**Work instructions**
Select all lines holding the word "Avenida" from the entries that follow.

**Data supplied**
******************************
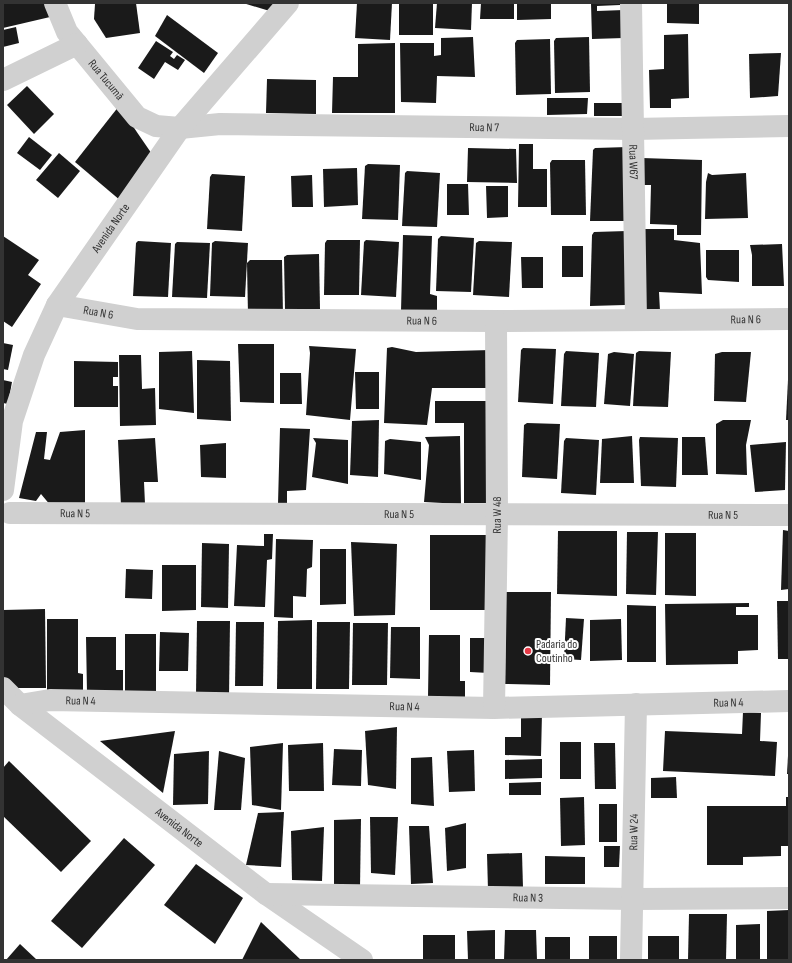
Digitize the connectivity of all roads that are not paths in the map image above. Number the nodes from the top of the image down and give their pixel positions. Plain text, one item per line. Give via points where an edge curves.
1 (55, 3) edge
2 (288, 3) edge
3 (631, 3) edge
4 (77, 44) junction
5 (3, 80) edge
6 (789, 126) edge
7 (180, 128) junction
8 (633, 129) junction
9 (57, 305) junction
10 (789, 318) edge
11 (636, 320) junction
12 (496, 321) junction
13 (3, 490) edge
14 (497, 514) junction
15 (789, 515) edge
16 (5, 519) edge
17 (3, 688) edge
18 (789, 701) edge
19 (636, 704) junction
20 (20, 705) junction
21 (494, 708) junction
22 (266, 894) junction
23 (632, 898) junction
24 (789, 898) edge
25 (362, 960) edge
26 (631, 960) edge

1 - 4 street, Rua Tucumã via 67,32
2 - 7 street, Avenida Norte
3 - 8 street, Rua W67
4 - 5 street
4 - 7 street, Rua Tucumã via 137,117 156,126
6 - 8 street, Rua N 7
7 - 8 street, Rua N 7 via 228,124
7 - 9 street, Avenida Norte
8 - 11 street, Rua W67
9 - 12 street, Rua N 6 via 137,319
9 - 13 street, Avenida Norte via 34,355 12,421
10 - 11 street, Rua N 6
11 - 12 street, Rua N 6
12 - 14 street, Rua W 48
14 - 15 street, Rua N 5
14 - 16 street, Rua N 5
14 - 21 street, Rua W 48
17 - 20 street, Avenida Norte
18 - 19 street, Rua N 4
19 - 21 street, Rua N 4
19 - 23 street, Rua W 24
20 - 21 street, Rua N 4 via 50,700
20 - 22 street, Avenida Norte
22 - 23 street, Rua N 3
22 - 25 street, Avenida Norte
23 - 24 street, Rua N 3
23 - 26 street, Rua W 24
******************************
**Answer**
2 - 7 street, Avenida Norte
7 - 9 street, Avenida Norte
9 - 13 street, Avenida Norte via 34,355 12,421
17 - 20 street, Avenida Norte
20 - 22 street, Avenida Norte
22 - 25 street, Avenida Norte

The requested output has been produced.